Please print all of the records shown below, exactly as given.

============================================================

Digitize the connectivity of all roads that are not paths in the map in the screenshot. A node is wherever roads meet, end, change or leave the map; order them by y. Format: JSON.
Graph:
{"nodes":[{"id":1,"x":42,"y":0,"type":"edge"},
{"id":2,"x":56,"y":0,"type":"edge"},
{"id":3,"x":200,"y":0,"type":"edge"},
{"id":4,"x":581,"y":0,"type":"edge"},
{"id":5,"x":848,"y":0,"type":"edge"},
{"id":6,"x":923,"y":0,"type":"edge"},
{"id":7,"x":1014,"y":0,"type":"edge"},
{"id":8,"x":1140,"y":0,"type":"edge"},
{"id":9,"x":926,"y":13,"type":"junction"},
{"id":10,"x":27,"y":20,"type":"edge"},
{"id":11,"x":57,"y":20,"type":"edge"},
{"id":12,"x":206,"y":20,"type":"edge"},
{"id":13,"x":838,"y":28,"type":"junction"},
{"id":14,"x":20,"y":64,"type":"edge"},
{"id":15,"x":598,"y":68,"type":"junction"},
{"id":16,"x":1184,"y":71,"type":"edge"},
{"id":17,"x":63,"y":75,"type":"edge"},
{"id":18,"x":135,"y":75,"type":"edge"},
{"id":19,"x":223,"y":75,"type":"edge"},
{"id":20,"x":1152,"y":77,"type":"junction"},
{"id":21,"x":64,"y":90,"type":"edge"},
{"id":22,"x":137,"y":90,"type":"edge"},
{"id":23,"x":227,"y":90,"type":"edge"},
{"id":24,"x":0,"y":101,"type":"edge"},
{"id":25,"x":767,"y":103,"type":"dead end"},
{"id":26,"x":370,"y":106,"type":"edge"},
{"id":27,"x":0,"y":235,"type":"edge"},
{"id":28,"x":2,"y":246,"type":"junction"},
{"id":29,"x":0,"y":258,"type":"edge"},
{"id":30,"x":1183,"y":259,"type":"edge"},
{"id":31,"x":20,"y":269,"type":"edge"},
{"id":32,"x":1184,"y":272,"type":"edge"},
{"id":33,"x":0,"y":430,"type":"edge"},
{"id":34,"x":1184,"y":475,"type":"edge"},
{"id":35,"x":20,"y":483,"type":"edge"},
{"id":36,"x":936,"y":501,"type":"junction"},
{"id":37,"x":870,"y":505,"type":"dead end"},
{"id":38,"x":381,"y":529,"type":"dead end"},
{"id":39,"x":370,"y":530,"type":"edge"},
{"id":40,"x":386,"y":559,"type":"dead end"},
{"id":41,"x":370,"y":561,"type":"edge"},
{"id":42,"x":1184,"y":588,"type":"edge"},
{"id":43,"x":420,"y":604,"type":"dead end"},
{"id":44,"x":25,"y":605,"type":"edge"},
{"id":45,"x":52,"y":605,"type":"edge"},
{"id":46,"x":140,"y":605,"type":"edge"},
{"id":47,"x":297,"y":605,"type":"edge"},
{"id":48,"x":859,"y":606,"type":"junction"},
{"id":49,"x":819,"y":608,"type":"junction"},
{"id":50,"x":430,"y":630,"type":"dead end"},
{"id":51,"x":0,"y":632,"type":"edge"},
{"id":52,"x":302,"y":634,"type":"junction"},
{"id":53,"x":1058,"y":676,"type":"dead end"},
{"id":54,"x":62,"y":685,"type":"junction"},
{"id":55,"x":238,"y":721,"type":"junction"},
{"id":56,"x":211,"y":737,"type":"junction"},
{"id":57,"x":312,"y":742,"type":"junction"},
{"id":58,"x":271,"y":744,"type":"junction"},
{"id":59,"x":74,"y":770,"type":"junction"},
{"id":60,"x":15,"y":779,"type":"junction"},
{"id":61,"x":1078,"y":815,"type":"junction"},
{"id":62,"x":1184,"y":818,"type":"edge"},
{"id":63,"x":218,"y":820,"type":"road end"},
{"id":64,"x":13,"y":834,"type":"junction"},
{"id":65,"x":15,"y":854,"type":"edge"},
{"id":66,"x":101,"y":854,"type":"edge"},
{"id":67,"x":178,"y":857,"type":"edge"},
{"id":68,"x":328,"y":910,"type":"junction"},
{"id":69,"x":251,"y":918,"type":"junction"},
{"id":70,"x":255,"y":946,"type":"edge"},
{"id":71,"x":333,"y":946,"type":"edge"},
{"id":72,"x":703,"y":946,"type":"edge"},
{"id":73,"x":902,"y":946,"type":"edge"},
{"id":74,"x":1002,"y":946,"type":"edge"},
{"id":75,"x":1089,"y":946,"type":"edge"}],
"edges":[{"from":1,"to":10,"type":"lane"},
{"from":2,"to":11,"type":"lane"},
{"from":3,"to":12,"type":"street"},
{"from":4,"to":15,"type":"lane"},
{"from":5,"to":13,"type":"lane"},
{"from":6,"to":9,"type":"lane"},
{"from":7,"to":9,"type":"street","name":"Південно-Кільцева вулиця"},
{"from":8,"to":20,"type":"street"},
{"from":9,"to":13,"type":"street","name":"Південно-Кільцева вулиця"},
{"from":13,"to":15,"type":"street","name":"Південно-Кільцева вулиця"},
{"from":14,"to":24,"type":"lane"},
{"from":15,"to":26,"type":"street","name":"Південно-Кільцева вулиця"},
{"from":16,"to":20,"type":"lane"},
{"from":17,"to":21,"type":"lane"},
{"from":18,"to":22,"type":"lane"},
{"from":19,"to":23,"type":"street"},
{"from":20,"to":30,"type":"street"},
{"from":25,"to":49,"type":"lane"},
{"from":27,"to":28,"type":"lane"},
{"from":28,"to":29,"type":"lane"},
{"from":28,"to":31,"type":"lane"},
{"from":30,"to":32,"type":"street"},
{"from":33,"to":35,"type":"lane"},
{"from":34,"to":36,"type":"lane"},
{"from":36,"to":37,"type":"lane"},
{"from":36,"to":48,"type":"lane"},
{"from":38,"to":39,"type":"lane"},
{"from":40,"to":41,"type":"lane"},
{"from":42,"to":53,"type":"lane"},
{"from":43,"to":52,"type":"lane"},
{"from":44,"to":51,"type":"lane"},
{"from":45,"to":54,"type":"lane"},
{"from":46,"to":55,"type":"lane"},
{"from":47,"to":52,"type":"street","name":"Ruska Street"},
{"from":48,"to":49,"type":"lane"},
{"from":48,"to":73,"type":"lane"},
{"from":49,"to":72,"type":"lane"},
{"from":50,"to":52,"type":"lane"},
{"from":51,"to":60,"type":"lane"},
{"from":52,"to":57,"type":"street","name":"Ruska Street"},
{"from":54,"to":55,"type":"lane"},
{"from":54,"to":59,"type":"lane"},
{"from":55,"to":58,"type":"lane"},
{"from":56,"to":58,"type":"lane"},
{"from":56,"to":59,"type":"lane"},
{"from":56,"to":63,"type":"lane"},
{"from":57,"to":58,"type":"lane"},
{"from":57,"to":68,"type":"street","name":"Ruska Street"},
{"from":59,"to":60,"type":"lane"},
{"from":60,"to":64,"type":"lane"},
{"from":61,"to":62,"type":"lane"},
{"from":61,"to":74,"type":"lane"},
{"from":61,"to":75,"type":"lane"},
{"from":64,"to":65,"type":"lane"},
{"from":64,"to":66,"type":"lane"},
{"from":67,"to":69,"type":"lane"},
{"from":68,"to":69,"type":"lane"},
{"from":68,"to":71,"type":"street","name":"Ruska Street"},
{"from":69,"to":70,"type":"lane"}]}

============================================================

▶ **Task answer**:
Digitize the connectivity of all roads that are not paths in the map in the screenshot. A node is wherever roads meet, end, change or leave the map; order them by y. Format: JSON.
Graph:
{"nodes":[{"id":1,"x":42,"y":0,"type":"edge"},
{"id":2,"x":56,"y":0,"type":"edge"},
{"id":3,"x":200,"y":0,"type":"edge"},
{"id":4,"x":581,"y":0,"type":"edge"},
{"id":5,"x":848,"y":0,"type":"edge"},
{"id":6,"x":923,"y":0,"type":"edge"},
{"id":7,"x":1014,"y":0,"type":"edge"},
{"id":8,"x":1140,"y":0,"type":"edge"},
{"id":9,"x":926,"y":13,"type":"junction"},
{"id":10,"x":27,"y":20,"type":"edge"},
{"id":11,"x":57,"y":20,"type":"edge"},
{"id":12,"x":206,"y":20,"type":"edge"},
{"id":13,"x":838,"y":28,"type":"junction"},
{"id":14,"x":20,"y":64,"type":"edge"},
{"id":15,"x":598,"y":68,"type":"junction"},
{"id":16,"x":1184,"y":71,"type":"edge"},
{"id":17,"x":63,"y":75,"type":"edge"},
{"id":18,"x":135,"y":75,"type":"edge"},
{"id":19,"x":223,"y":75,"type":"edge"},
{"id":20,"x":1152,"y":77,"type":"junction"},
{"id":21,"x":64,"y":90,"type":"edge"},
{"id":22,"x":137,"y":90,"type":"edge"},
{"id":23,"x":227,"y":90,"type":"edge"},
{"id":24,"x":0,"y":101,"type":"edge"},
{"id":25,"x":767,"y":103,"type":"dead end"},
{"id":26,"x":370,"y":106,"type":"edge"},
{"id":27,"x":0,"y":235,"type":"edge"},
{"id":28,"x":2,"y":246,"type":"junction"},
{"id":29,"x":0,"y":258,"type":"edge"},
{"id":30,"x":1183,"y":259,"type":"edge"},
{"id":31,"x":20,"y":269,"type":"edge"},
{"id":32,"x":1184,"y":272,"type":"edge"},
{"id":33,"x":0,"y":430,"type":"edge"},
{"id":34,"x":1184,"y":475,"type":"edge"},
{"id":35,"x":20,"y":483,"type":"edge"},
{"id":36,"x":936,"y":501,"type":"junction"},
{"id":37,"x":870,"y":505,"type":"dead end"},
{"id":38,"x":381,"y":529,"type":"dead end"},
{"id":39,"x":370,"y":530,"type":"edge"},
{"id":40,"x":386,"y":559,"type":"dead end"},
{"id":41,"x":370,"y":561,"type":"edge"},
{"id":42,"x":1184,"y":588,"type":"edge"},
{"id":43,"x":420,"y":604,"type":"dead end"},
{"id":44,"x":25,"y":605,"type":"edge"},
{"id":45,"x":52,"y":605,"type":"edge"},
{"id":46,"x":140,"y":605,"type":"edge"},
{"id":47,"x":297,"y":605,"type":"edge"},
{"id":48,"x":859,"y":606,"type":"junction"},
{"id":49,"x":819,"y":608,"type":"junction"},
{"id":50,"x":430,"y":630,"type":"dead end"},
{"id":51,"x":0,"y":632,"type":"edge"},
{"id":52,"x":302,"y":634,"type":"junction"},
{"id":53,"x":1058,"y":676,"type":"dead end"},
{"id":54,"x":62,"y":685,"type":"junction"},
{"id":55,"x":238,"y":721,"type":"junction"},
{"id":56,"x":211,"y":737,"type":"junction"},
{"id":57,"x":312,"y":742,"type":"junction"},
{"id":58,"x":271,"y":744,"type":"junction"},
{"id":59,"x":74,"y":770,"type":"junction"},
{"id":60,"x":15,"y":779,"type":"junction"},
{"id":61,"x":1078,"y":815,"type":"junction"},
{"id":62,"x":1184,"y":818,"type":"edge"},
{"id":63,"x":218,"y":820,"type":"road end"},
{"id":64,"x":13,"y":834,"type":"junction"},
{"id":65,"x":15,"y":854,"type":"edge"},
{"id":66,"x":101,"y":854,"type":"edge"},
{"id":67,"x":178,"y":857,"type":"edge"},
{"id":68,"x":328,"y":910,"type":"junction"},
{"id":69,"x":251,"y":918,"type":"junction"},
{"id":70,"x":255,"y":946,"type":"edge"},
{"id":71,"x":333,"y":946,"type":"edge"},
{"id":72,"x":703,"y":946,"type":"edge"},
{"id":73,"x":902,"y":946,"type":"edge"},
{"id":74,"x":1002,"y":946,"type":"edge"},
{"id":75,"x":1089,"y":946,"type":"edge"}],
"edges":[{"from":1,"to":10,"type":"lane"},
{"from":2,"to":11,"type":"lane"},
{"from":3,"to":12,"type":"street"},
{"from":4,"to":15,"type":"lane"},
{"from":5,"to":13,"type":"lane"},
{"from":6,"to":9,"type":"lane"},
{"from":7,"to":9,"type":"street","name":"Південно-Кільцева вулиця"},
{"from":8,"to":20,"type":"street"},
{"from":9,"to":13,"type":"street","name":"Південно-Кільцева вулиця"},
{"from":13,"to":15,"type":"street","name":"Південно-Кільцева вулиця"},
{"from":14,"to":24,"type":"lane"},
{"from":15,"to":26,"type":"street","name":"Південно-Кільцева вулиця"},
{"from":16,"to":20,"type":"lane"},
{"from":17,"to":21,"type":"lane"},
{"from":18,"to":22,"type":"lane"},
{"from":19,"to":23,"type":"street"},
{"from":20,"to":30,"type":"street"},
{"from":25,"to":49,"type":"lane"},
{"from":27,"to":28,"type":"lane"},
{"from":28,"to":29,"type":"lane"},
{"from":28,"to":31,"type":"lane"},
{"from":30,"to":32,"type":"street"},
{"from":33,"to":35,"type":"lane"},
{"from":34,"to":36,"type":"lane"},
{"from":36,"to":37,"type":"lane"},
{"from":36,"to":48,"type":"lane"},
{"from":38,"to":39,"type":"lane"},
{"from":40,"to":41,"type":"lane"},
{"from":42,"to":53,"type":"lane"},
{"from":43,"to":52,"type":"lane"},
{"from":44,"to":51,"type":"lane"},
{"from":45,"to":54,"type":"lane"},
{"from":46,"to":55,"type":"lane"},
{"from":47,"to":52,"type":"street","name":"Ruska Street"},
{"from":48,"to":49,"type":"lane"},
{"from":48,"to":73,"type":"lane"},
{"from":49,"to":72,"type":"lane"},
{"from":50,"to":52,"type":"lane"},
{"from":51,"to":60,"type":"lane"},
{"from":52,"to":57,"type":"street","name":"Ruska Street"},
{"from":54,"to":55,"type":"lane"},
{"from":54,"to":59,"type":"lane"},
{"from":55,"to":58,"type":"lane"},
{"from":56,"to":58,"type":"lane"},
{"from":56,"to":59,"type":"lane"},
{"from":56,"to":63,"type":"lane"},
{"from":57,"to":58,"type":"lane"},
{"from":57,"to":68,"type":"street","name":"Ruska Street"},
{"from":59,"to":60,"type":"lane"},
{"from":60,"to":64,"type":"lane"},
{"from":61,"to":62,"type":"lane"},
{"from":61,"to":74,"type":"lane"},
{"from":61,"to":75,"type":"lane"},
{"from":64,"to":65,"type":"lane"},
{"from":64,"to":66,"type":"lane"},
{"from":67,"to":69,"type":"lane"},
{"from":68,"to":69,"type":"lane"},
{"from":68,"to":71,"type":"street","name":"Ruska Street"},
{"from":69,"to":70,"type":"lane"}]}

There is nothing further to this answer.